Furthermore, even if the portions of the agreement quoted in the motion could be reviewed as summary-judgment evidence, we cannot properly interpret the agreement in the absence of the entire agreement. See Coker v. Coker, 650 S.W.2d 391, 393 (Tex. 1983)[3]; see also Wheeler v. White, 314 S.W.3d 225, 229–30 (Tex. App.—Houston [14th Dist.] 2010, pet. denied) (holding that under certain very limited circumstances [not at issue in this case], a portion of a document could be interpreted even when the remainder of the document was not in evidence); see also Wheeler, 314 S.W.3d at 232–39 (Frost, J., dissenting) (arguing for an even more restrictive rule).
In his affidavit attached to Brenham’s motion, the Brenham city manager purported to verify all factual statements in the brief, but he gave no basis for having knowledge of the facts presented. See Southtex 66 Pipeline Co., Ltd. v. Spoor, 238 S.W.3d 538, 542–43 (Tex. App.—Houston [14th Dist.] 2007, pet. denied) (“Merely reciting that an affidavit is made on personal knowledge is insufficient. Instead, the affidavit must go further and disclose the basis on which the affiant has personal knowledge of the facts asserted.”).
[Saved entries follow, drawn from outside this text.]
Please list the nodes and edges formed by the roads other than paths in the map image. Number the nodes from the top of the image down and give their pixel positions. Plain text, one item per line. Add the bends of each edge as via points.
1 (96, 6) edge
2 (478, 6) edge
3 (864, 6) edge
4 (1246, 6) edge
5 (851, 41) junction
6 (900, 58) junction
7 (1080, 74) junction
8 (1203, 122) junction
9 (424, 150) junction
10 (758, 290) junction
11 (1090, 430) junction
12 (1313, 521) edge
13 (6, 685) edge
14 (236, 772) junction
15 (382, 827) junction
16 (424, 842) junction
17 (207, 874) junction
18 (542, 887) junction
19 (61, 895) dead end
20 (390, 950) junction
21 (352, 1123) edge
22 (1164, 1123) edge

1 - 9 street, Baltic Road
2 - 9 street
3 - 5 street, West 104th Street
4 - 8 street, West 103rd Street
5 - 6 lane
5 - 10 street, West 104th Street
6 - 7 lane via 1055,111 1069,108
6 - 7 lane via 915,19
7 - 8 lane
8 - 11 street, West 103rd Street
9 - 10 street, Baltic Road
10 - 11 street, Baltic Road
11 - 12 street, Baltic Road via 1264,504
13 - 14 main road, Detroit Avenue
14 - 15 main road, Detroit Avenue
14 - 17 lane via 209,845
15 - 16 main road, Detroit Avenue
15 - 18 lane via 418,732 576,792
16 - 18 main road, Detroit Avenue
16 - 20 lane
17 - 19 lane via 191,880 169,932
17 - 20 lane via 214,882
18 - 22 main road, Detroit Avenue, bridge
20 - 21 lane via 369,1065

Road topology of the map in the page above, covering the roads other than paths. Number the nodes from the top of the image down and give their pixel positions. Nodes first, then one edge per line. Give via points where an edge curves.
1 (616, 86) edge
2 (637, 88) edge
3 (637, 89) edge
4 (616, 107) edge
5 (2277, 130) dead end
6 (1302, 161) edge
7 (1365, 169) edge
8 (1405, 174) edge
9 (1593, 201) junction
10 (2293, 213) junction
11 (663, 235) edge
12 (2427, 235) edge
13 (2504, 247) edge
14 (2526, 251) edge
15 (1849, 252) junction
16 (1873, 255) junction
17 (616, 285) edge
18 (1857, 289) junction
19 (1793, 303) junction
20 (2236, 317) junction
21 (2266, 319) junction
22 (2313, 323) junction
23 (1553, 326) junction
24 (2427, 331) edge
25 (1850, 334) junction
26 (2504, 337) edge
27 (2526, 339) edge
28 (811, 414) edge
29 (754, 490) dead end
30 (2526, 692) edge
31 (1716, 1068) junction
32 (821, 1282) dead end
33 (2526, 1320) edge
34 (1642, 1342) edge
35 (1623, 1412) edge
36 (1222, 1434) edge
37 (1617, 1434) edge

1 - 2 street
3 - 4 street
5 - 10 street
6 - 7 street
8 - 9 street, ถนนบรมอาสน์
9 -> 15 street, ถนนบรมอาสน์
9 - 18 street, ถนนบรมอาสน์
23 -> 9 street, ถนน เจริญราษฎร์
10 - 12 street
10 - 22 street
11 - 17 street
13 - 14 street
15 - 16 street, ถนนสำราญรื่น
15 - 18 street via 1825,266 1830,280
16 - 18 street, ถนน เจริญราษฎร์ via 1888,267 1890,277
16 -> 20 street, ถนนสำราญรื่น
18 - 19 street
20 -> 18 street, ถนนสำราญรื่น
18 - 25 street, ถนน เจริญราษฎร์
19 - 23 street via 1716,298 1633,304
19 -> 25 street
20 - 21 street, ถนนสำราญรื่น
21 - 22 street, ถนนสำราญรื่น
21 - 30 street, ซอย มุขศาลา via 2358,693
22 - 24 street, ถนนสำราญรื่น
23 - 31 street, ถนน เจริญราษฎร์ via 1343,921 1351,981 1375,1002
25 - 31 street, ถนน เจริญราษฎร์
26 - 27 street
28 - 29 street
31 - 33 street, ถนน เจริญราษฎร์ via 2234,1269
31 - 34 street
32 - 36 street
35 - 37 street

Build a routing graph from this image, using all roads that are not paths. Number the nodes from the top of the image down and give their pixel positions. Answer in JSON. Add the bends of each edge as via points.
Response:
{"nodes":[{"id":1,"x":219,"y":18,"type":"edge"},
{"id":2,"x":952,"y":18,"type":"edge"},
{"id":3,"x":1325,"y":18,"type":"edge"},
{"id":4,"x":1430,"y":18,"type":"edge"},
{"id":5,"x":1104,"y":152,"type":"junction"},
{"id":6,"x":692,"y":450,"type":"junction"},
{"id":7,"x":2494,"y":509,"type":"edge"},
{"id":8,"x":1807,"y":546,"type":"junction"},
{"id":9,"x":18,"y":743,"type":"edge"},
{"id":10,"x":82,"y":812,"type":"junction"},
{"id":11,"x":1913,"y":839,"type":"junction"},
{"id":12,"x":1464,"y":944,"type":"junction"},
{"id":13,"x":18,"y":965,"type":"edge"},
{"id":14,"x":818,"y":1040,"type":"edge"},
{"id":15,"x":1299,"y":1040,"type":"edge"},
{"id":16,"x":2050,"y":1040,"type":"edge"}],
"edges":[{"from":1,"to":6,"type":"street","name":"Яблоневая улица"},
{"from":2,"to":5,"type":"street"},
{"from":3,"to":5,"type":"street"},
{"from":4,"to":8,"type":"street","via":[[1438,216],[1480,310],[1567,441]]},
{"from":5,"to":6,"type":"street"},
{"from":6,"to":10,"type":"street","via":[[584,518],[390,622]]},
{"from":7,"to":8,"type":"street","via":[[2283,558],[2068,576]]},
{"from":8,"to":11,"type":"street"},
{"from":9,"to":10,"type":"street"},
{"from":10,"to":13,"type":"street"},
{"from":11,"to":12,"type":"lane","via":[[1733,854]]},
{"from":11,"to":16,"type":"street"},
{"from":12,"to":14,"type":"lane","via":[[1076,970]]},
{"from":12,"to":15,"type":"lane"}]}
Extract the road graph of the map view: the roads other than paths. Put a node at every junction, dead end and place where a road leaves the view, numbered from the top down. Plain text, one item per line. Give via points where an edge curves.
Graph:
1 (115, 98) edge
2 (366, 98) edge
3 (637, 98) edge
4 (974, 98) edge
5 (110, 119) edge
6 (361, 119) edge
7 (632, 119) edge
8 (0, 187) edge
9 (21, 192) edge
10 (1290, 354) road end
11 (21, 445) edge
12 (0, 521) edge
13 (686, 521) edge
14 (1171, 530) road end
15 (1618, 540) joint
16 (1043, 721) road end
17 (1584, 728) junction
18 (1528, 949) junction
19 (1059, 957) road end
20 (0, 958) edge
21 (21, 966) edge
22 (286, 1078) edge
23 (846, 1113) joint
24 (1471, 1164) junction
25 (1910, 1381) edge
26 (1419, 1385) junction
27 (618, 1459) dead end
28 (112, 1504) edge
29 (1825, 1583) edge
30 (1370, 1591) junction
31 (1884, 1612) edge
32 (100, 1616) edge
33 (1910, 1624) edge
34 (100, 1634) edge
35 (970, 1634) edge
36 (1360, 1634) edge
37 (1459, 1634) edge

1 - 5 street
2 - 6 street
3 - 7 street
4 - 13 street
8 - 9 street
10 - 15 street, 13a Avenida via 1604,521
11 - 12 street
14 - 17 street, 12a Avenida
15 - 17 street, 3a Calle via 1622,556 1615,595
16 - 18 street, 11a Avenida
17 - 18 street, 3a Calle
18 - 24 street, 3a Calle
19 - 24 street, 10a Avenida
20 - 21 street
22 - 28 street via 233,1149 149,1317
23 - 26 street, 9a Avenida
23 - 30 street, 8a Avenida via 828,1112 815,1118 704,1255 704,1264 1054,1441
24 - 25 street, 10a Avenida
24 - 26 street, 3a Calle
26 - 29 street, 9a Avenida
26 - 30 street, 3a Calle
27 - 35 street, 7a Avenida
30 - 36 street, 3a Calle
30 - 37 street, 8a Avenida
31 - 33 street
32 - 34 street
In the absence of the entirety of the release agreement in evidence, it is impossible to know exactly what Patterson released or waived in signing the agreement. There is also scant evidence in the record regarding the nature of the payments to Patterson made pursuant to the agreement. Attached to Patterson’s response to Brenham’s motion for summary judgment are two letters from the IRS. In the letter regarding Brenham’s request to reconsider the IRS’s original holding, the IRS representative laid out Brenham’s argument that the payments were strictly for settlement of legal disputes and not wages. However, as the letter explains, the IRS rejected this position based on an internal regulation. This letter is certainly not conclusive evidence in Brenham’s favor on the nature of the payments.[4]
In the absence of conclusive evidence establishing either of Brenham’s grounds for traditional summary judgment, the trial court erred in granting Brenham’s motion. We sustain Patterson’s issues to the extent that he has asserted that Brenham failed to meet its burden of showing that there are no genuine issues of material fact and that it is entitled to judgment as a matter of law. Because we sustain the issues on this basis, we need not address the remaining arguments.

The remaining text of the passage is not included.